**Problem to solve:** Any picture among the records should be left out, please; retype the rest exactly.

**Record excerpts:**
####
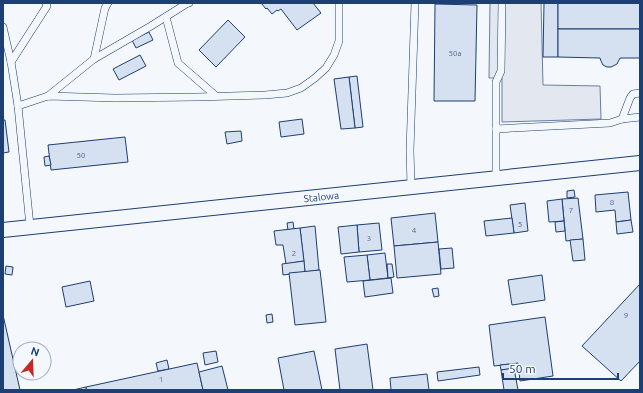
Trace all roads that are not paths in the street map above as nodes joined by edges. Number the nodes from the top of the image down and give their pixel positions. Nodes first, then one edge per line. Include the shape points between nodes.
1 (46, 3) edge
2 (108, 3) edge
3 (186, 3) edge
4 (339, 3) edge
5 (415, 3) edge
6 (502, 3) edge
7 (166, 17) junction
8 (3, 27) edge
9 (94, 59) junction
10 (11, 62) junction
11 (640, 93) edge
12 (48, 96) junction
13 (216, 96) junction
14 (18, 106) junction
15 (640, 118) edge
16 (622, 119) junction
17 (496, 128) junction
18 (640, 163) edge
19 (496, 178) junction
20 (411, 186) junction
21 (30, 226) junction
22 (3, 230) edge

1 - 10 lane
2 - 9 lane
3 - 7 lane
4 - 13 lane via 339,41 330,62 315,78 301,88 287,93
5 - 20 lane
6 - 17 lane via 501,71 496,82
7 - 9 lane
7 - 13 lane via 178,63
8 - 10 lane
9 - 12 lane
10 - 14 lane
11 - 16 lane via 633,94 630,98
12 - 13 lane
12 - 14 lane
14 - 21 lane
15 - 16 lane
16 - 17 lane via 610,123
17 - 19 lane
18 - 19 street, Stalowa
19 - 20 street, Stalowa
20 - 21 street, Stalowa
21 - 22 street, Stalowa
####
**Answer box:**
Trace all roads that are not paths in the street map above as nodes joined by edges. Number the nodes from the top of the image down and give their pixel positions. Nodes first, then one edge per line. Include the shape points between nodes.
1 (46, 3) edge
2 (108, 3) edge
3 (186, 3) edge
4 (339, 3) edge
5 (415, 3) edge
6 (502, 3) edge
7 (166, 17) junction
8 (3, 27) edge
9 (94, 59) junction
10 (11, 62) junction
11 (640, 93) edge
12 (48, 96) junction
13 (216, 96) junction
14 (18, 106) junction
15 (640, 118) edge
16 (622, 119) junction
17 (496, 128) junction
18 (640, 163) edge
19 (496, 178) junction
20 (411, 186) junction
21 (30, 226) junction
22 (3, 230) edge

1 - 10 lane
2 - 9 lane
3 - 7 lane
4 - 13 lane via 339,41 330,62 315,78 301,88 287,93
5 - 20 lane
6 - 17 lane via 501,71 496,82
7 - 9 lane
7 - 13 lane via 178,63
8 - 10 lane
9 - 12 lane
10 - 14 lane
11 - 16 lane via 633,94 630,98
12 - 13 lane
12 - 14 lane
14 - 21 lane
15 - 16 lane
16 - 17 lane via 610,123
17 - 19 lane
18 - 19 street, Stalowa
19 - 20 street, Stalowa
20 - 21 street, Stalowa
21 - 22 street, Stalowa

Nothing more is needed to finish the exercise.